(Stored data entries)
· · ·
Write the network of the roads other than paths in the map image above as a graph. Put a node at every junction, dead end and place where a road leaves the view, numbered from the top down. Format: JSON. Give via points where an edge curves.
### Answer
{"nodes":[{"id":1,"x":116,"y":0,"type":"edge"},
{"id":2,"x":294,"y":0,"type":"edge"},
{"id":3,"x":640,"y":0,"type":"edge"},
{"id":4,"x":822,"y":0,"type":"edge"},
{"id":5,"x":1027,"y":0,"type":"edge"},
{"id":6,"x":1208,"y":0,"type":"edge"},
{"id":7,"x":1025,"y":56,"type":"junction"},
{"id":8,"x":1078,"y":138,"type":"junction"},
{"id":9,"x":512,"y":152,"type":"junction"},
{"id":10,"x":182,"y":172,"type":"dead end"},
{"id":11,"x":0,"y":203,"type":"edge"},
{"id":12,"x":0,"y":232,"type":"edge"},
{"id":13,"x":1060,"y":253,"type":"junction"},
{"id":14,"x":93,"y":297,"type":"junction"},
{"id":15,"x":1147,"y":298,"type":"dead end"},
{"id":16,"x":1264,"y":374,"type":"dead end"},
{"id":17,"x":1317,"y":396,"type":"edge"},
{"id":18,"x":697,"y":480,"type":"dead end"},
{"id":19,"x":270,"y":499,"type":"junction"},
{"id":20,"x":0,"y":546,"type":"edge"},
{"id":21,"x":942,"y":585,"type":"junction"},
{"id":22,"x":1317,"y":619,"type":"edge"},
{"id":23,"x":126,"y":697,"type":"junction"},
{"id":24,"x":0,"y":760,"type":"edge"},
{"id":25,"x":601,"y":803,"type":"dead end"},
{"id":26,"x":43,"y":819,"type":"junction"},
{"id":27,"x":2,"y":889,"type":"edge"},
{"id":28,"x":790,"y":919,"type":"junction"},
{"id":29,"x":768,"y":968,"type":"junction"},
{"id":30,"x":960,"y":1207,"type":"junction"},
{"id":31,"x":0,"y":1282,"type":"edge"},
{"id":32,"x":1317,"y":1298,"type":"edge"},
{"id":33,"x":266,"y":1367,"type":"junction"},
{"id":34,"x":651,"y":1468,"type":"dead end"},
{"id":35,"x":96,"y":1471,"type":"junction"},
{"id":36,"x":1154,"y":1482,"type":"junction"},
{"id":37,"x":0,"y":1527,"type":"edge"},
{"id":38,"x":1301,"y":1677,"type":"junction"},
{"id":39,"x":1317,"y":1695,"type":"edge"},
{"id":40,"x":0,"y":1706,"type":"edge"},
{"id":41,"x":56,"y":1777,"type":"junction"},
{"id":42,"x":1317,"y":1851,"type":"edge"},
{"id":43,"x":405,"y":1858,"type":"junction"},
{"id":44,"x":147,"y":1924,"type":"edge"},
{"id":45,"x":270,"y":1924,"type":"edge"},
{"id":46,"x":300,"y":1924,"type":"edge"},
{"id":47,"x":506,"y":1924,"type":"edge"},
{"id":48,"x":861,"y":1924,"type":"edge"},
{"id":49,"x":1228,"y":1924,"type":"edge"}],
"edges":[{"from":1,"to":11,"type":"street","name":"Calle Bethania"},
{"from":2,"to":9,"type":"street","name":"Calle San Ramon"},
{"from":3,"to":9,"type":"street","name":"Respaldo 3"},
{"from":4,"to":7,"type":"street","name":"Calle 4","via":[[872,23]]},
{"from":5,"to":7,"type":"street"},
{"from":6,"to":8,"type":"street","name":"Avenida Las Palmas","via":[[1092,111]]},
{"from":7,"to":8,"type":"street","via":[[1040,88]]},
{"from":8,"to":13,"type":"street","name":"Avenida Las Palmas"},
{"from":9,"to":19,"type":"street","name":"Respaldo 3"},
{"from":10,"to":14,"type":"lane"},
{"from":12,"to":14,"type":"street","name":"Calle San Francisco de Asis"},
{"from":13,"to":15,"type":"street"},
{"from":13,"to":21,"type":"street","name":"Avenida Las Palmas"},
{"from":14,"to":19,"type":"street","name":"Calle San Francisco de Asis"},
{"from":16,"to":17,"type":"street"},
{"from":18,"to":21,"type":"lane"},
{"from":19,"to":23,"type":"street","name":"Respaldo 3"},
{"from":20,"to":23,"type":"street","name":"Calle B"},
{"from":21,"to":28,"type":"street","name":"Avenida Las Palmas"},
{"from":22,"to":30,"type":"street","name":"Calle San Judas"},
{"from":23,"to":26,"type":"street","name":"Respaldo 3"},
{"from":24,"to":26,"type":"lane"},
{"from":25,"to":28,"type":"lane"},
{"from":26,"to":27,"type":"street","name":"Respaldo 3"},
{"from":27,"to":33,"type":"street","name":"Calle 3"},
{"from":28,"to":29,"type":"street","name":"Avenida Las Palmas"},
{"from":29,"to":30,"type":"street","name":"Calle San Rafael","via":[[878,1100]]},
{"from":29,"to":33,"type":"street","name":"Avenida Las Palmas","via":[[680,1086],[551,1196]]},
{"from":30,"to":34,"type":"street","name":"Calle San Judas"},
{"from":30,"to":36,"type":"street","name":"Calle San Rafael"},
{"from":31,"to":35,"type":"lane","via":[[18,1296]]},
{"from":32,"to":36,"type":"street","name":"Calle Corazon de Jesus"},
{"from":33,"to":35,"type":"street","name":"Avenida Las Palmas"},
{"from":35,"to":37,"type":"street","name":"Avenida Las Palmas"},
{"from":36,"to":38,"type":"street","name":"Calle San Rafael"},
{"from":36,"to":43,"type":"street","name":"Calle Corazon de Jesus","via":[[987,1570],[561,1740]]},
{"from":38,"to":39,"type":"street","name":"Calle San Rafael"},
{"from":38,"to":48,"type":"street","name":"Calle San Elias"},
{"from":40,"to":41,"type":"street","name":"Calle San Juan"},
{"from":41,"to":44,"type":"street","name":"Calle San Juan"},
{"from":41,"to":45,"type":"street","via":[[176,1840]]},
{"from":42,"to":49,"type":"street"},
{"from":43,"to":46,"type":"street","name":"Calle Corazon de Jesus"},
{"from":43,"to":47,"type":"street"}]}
· · ·
→ YOUR ASSIGNMENT
Take the entries above and return all of them exactly.

→ WRITTEN SOLUTION
Write the network of the roads other than paths in the map image above as a graph. Put a node at every junction, dead end and place where a road leaves the view, numbered from the top down. Format: JSON. Give via points where an edge curves.
### Answer
{"nodes":[{"id":1,"x":116,"y":0,"type":"edge"},
{"id":2,"x":294,"y":0,"type":"edge"},
{"id":3,"x":640,"y":0,"type":"edge"},
{"id":4,"x":822,"y":0,"type":"edge"},
{"id":5,"x":1027,"y":0,"type":"edge"},
{"id":6,"x":1208,"y":0,"type":"edge"},
{"id":7,"x":1025,"y":56,"type":"junction"},
{"id":8,"x":1078,"y":138,"type":"junction"},
{"id":9,"x":512,"y":152,"type":"junction"},
{"id":10,"x":182,"y":172,"type":"dead end"},
{"id":11,"x":0,"y":203,"type":"edge"},
{"id":12,"x":0,"y":232,"type":"edge"},
{"id":13,"x":1060,"y":253,"type":"junction"},
{"id":14,"x":93,"y":297,"type":"junction"},
{"id":15,"x":1147,"y":298,"type":"dead end"},
{"id":16,"x":1264,"y":374,"type":"dead end"},
{"id":17,"x":1317,"y":396,"type":"edge"},
{"id":18,"x":697,"y":480,"type":"dead end"},
{"id":19,"x":270,"y":499,"type":"junction"},
{"id":20,"x":0,"y":546,"type":"edge"},
{"id":21,"x":942,"y":585,"type":"junction"},
{"id":22,"x":1317,"y":619,"type":"edge"},
{"id":23,"x":126,"y":697,"type":"junction"},
{"id":24,"x":0,"y":760,"type":"edge"},
{"id":25,"x":601,"y":803,"type":"dead end"},
{"id":26,"x":43,"y":819,"type":"junction"},
{"id":27,"x":2,"y":889,"type":"edge"},
{"id":28,"x":790,"y":919,"type":"junction"},
{"id":29,"x":768,"y":968,"type":"junction"},
{"id":30,"x":960,"y":1207,"type":"junction"},
{"id":31,"x":0,"y":1282,"type":"edge"},
{"id":32,"x":1317,"y":1298,"type":"edge"},
{"id":33,"x":266,"y":1367,"type":"junction"},
{"id":34,"x":651,"y":1468,"type":"dead end"},
{"id":35,"x":96,"y":1471,"type":"junction"},
{"id":36,"x":1154,"y":1482,"type":"junction"},
{"id":37,"x":0,"y":1527,"type":"edge"},
{"id":38,"x":1301,"y":1677,"type":"junction"},
{"id":39,"x":1317,"y":1695,"type":"edge"},
{"id":40,"x":0,"y":1706,"type":"edge"},
{"id":41,"x":56,"y":1777,"type":"junction"},
{"id":42,"x":1317,"y":1851,"type":"edge"},
{"id":43,"x":405,"y":1858,"type":"junction"},
{"id":44,"x":147,"y":1924,"type":"edge"},
{"id":45,"x":270,"y":1924,"type":"edge"},
{"id":46,"x":300,"y":1924,"type":"edge"},
{"id":47,"x":506,"y":1924,"type":"edge"},
{"id":48,"x":861,"y":1924,"type":"edge"},
{"id":49,"x":1228,"y":1924,"type":"edge"}],
"edges":[{"from":1,"to":11,"type":"street","name":"Calle Bethania"},
{"from":2,"to":9,"type":"street","name":"Calle San Ramon"},
{"from":3,"to":9,"type":"street","name":"Respaldo 3"},
{"from":4,"to":7,"type":"street","name":"Calle 4","via":[[872,23]]},
{"from":5,"to":7,"type":"street"},
{"from":6,"to":8,"type":"street","name":"Avenida Las Palmas","via":[[1092,111]]},
{"from":7,"to":8,"type":"street","via":[[1040,88]]},
{"from":8,"to":13,"type":"street","name":"Avenida Las Palmas"},
{"from":9,"to":19,"type":"street","name":"Respaldo 3"},
{"from":10,"to":14,"type":"lane"},
{"from":12,"to":14,"type":"street","name":"Calle San Francisco de Asis"},
{"from":13,"to":15,"type":"street"},
{"from":13,"to":21,"type":"street","name":"Avenida Las Palmas"},
{"from":14,"to":19,"type":"street","name":"Calle San Francisco de Asis"},
{"from":16,"to":17,"type":"street"},
{"from":18,"to":21,"type":"lane"},
{"from":19,"to":23,"type":"street","name":"Respaldo 3"},
{"from":20,"to":23,"type":"street","name":"Calle B"},
{"from":21,"to":28,"type":"street","name":"Avenida Las Palmas"},
{"from":22,"to":30,"type":"street","name":"Calle San Judas"},
{"from":23,"to":26,"type":"street","name":"Respaldo 3"},
{"from":24,"to":26,"type":"lane"},
{"from":25,"to":28,"type":"lane"},
{"from":26,"to":27,"type":"street","name":"Respaldo 3"},
{"from":27,"to":33,"type":"street","name":"Calle 3"},
{"from":28,"to":29,"type":"street","name":"Avenida Las Palmas"},
{"from":29,"to":30,"type":"street","name":"Calle San Rafael","via":[[878,1100]]},
{"from":29,"to":33,"type":"street","name":"Avenida Las Palmas","via":[[680,1086],[551,1196]]},
{"from":30,"to":34,"type":"street","name":"Calle San Judas"},
{"from":30,"to":36,"type":"street","name":"Calle San Rafael"},
{"from":31,"to":35,"type":"lane","via":[[18,1296]]},
{"from":32,"to":36,"type":"street","name":"Calle Corazon de Jesus"},
{"from":33,"to":35,"type":"street","name":"Avenida Las Palmas"},
{"from":35,"to":37,"type":"street","name":"Avenida Las Palmas"},
{"from":36,"to":38,"type":"street","name":"Calle San Rafael"},
{"from":36,"to":43,"type":"street","name":"Calle Corazon de Jesus","via":[[987,1570],[561,1740]]},
{"from":38,"to":39,"type":"street","name":"Calle San Rafael"},
{"from":38,"to":48,"type":"street","name":"Calle San Elias"},
{"from":40,"to":41,"type":"street","name":"Calle San Juan"},
{"from":41,"to":44,"type":"street","name":"Calle San Juan"},
{"from":41,"to":45,"type":"street","via":[[176,1840]]},
{"from":42,"to":49,"type":"street"},
{"from":43,"to":46,"type":"street","name":"Calle Corazon de Jesus"},
{"from":43,"to":47,"type":"street"}]}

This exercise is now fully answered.